> WHAT NEEDS TO BE DONE
Copy the records below in full, keeping each word as it is but omitting the pictures.

> PROVIDED RECORDS
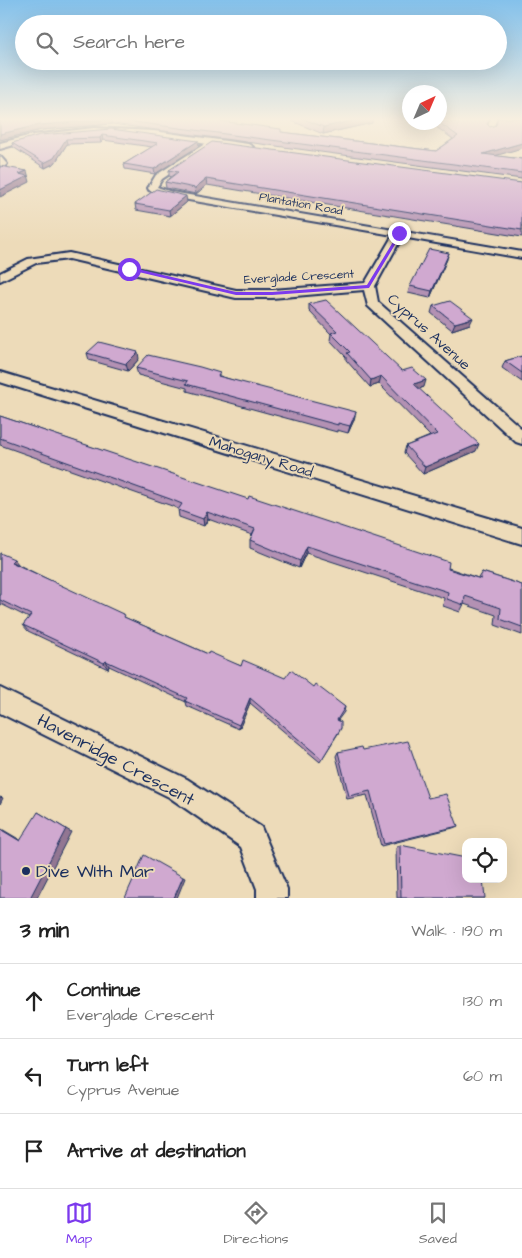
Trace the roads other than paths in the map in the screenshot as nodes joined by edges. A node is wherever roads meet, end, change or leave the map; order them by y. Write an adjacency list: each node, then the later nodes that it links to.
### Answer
1 (184, 160): 2 (street, Plantation Road)
2 (399, 233): 3 (street, Plantation Road); 5 (street, Cyprus Avenue)
3 (522, 255)
4 (0, 278): 5 (street, Everglade Crescent)
5 (369, 286): 7 (street, Cyprus Avenue)
6 (0, 377): 8 (street, Mahogany Road)
7 (522, 438)
8 (522, 536)
9 (0, 700): 10 (street, Havenridge Crescent)
10 (272, 898)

> THE ANSWER
Trace the roads other than paths in the map in the screenshot as nodes joined by edges. A node is wherever roads meet, end, change or leave the map; order them by y. Write an adjacency list: each node, then the later nodes that it links to.
### Answer
1 (184, 160): 2 (street, Plantation Road)
2 (399, 233): 3 (street, Plantation Road); 5 (street, Cyprus Avenue)
3 (522, 255)
4 (0, 278): 5 (street, Everglade Crescent)
5 (369, 286): 7 (street, Cyprus Avenue)
6 (0, 377): 8 (street, Mahogany Road)
7 (522, 438)
8 (522, 536)
9 (0, 700): 10 (street, Havenridge Crescent)
10 (272, 898)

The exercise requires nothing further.